I am especially excited about having kept the one I made to not yell at people.
I don’t yell at everybody, just the people I love the most. Very few people have actually heard me yell in the way I am referring. Its a yell of frustration or anger, and is usually in my house or car. It occurs at times when my own frustration has mounted too high and I have not focussed on dismantling it.
To be extremely specific, it mostly occurs when I have allowed time to get the best of me and I am yelling for everyone to get in the car or bed. I can be VERY loud. Like, causing the sweet little girls (and even boys) in my house to cry, loud. Scary loud. Let’s just understand that short of unexpected amnesia, my children will never be able to say “All my life I never heard Dad raise his voice to us”. Nope, that ship has sailed. They've heard it. They probably need a T-shirt to commemorate the experience... or counseling.
It’s easy to say yelling comes with having children, especially as the family gets larger, but it is far more personal than that for me. It is reactionary. It is also mostly ineffective, and a bit like the dad in “The Croods” - totally mindless.
This year I resolved to approach moments of frustration and anger differently. I decided to take a mental step back, assess the situation, and keep my voice in check. It has not been easy. It has required much personal resolve and even more prayer.
It has come with significant accountability. My kids know I have made this resolution. I know they sit and wonder if I am about to pop, but so far, no. On occasion they will tell me they think I am close and then follow that with an encouragement about the great job I am doing. Sometimes they even say they would understand if I did yell at them. I am starting to think they have made a secret challenge out of it for themselves.

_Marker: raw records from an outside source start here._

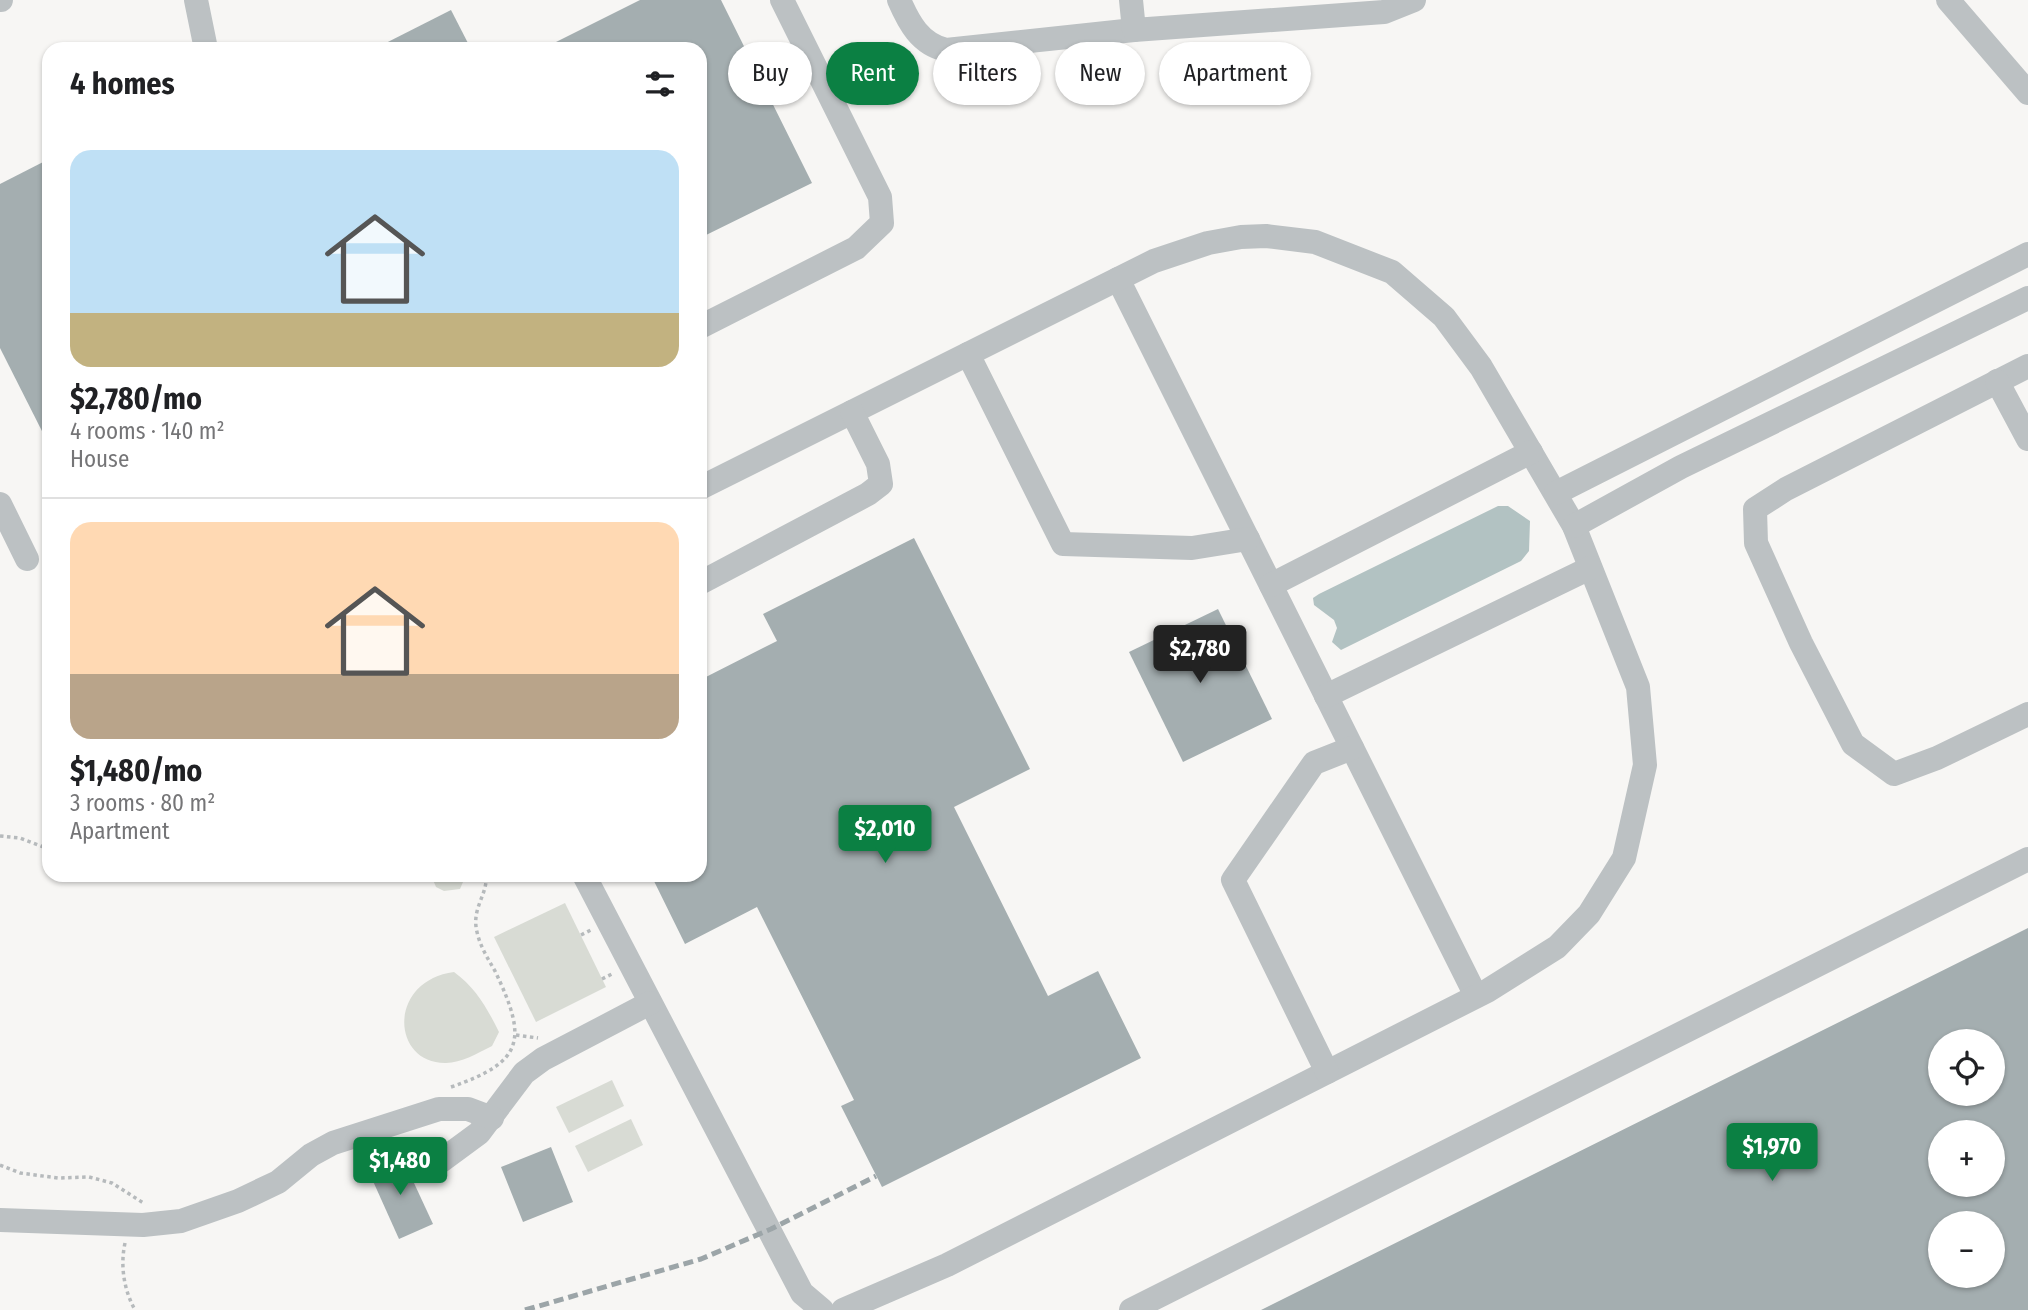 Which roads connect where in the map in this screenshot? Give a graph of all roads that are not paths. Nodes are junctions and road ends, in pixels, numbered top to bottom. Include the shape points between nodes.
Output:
1 (196, 0) edge
2 (782, 0) edge
3 (899, 0) edge
4 (1131, 0) edge
5 (1413, 0) edge
6 (1948, 0) edge
7 (1134, 30) junction
8 (205, 42) edge
9 (2028, 93) edge
10 (2028, 254) edge
11 (1118, 279) junction
12 (2028, 298) edge
13 (707, 323) edge
14 (968, 354) junction
15 (2028, 366) edge
16 (1997, 381) junction
17 (852, 412) junction
18 (2028, 439) edge
19 (1531, 452) junction
20 (707, 484) edge
21 (1556, 493) junction
22 (0, 504) edge
23 (1574, 526) junction
24 (1248, 539) junction
25 (27, 559) dead end
26 (1591, 568) junction
27 (707, 579) edge
28 (1270, 585) junction
29 (1326, 696) junction
30 (2028, 714) edge
31 (1352, 748) junction
32 (2028, 859) edge
33 (588, 882) edge
34 (1476, 996) junction
35 (650, 1003) junction
36 (1327, 1072) junction
37 (492, 1118) junction
38 (441, 1161) dead end
39 (0, 1220) edge
40 (822, 1310) edge
41 (843, 1310) edge
42 (1131, 1310) edge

What has been amazing to me [besides the fact that I have actually kept my resolution] is that my actions have redirected the actions of our home. I have discovered that there is less yelling overall in the house by others, and the general intensity in the face of my kids' own conflicts or misbehavior has lessened. That is incredible!
Actually, it’s proverbial.
- A man of wrath stirs up strife, and one given to anger causes much transgression. - 29:22
- A soft answer turns away wrath, but a harsh word stirs up anger. - 15:1
- A hot-tempered man stirs up strife, but he who is slow to anger quiets contention. - 15:18
- Make no friendship with a man given to anger, nor go with a wrathful man, lest you learn his ways and entangle yourself in a snare. - 22:24
Children learn what they live, and they will embrace for the themselves the things we simply tolerate. I want them to learn the right things from me, and modeling is a wonderful teacher. My kids may never be able to say they haven’t heard me raise my voice at them, but hopefully they will be able to say they remember the year I stopped doing so. When they do, I hope they shout it as loud as they can.